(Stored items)
++++
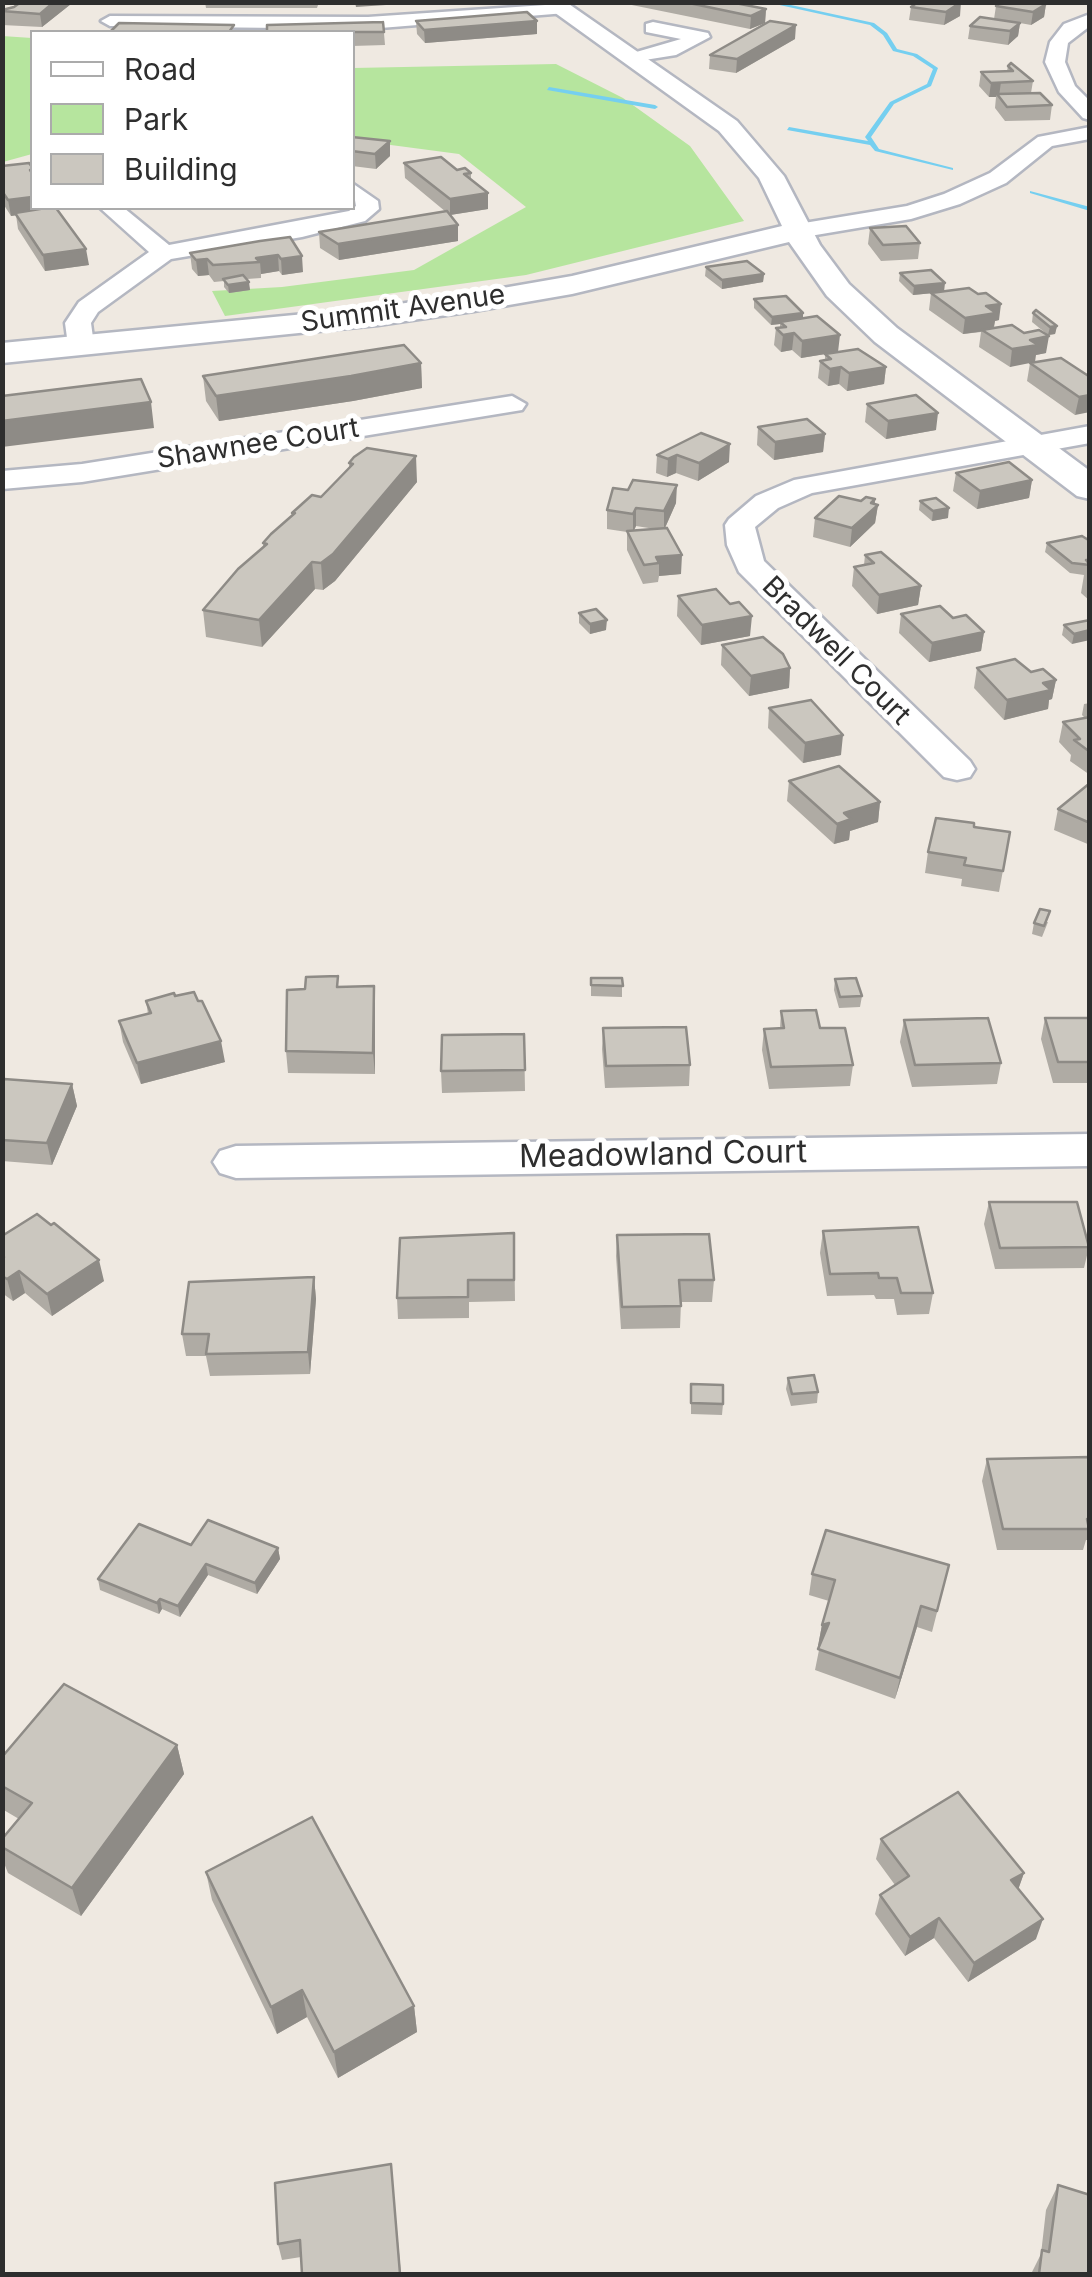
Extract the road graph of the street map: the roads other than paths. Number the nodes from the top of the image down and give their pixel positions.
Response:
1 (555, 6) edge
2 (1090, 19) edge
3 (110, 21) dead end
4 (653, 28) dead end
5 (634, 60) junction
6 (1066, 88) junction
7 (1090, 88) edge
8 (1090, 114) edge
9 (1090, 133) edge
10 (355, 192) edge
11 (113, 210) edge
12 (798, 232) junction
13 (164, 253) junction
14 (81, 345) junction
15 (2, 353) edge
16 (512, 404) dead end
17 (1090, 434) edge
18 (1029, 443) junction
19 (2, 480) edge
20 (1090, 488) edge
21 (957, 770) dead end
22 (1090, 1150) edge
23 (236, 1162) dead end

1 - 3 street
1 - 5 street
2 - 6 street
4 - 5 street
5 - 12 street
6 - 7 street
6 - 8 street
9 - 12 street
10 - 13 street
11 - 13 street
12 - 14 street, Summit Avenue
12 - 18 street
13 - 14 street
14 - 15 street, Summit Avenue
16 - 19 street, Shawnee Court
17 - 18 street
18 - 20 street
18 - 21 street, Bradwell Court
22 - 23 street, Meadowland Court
++++
Exercise details: Go through the data above and return each line containing the string "Avenue".

Exercise answer:
12 - 14 street, Summit Avenue
14 - 15 street, Summit Avenue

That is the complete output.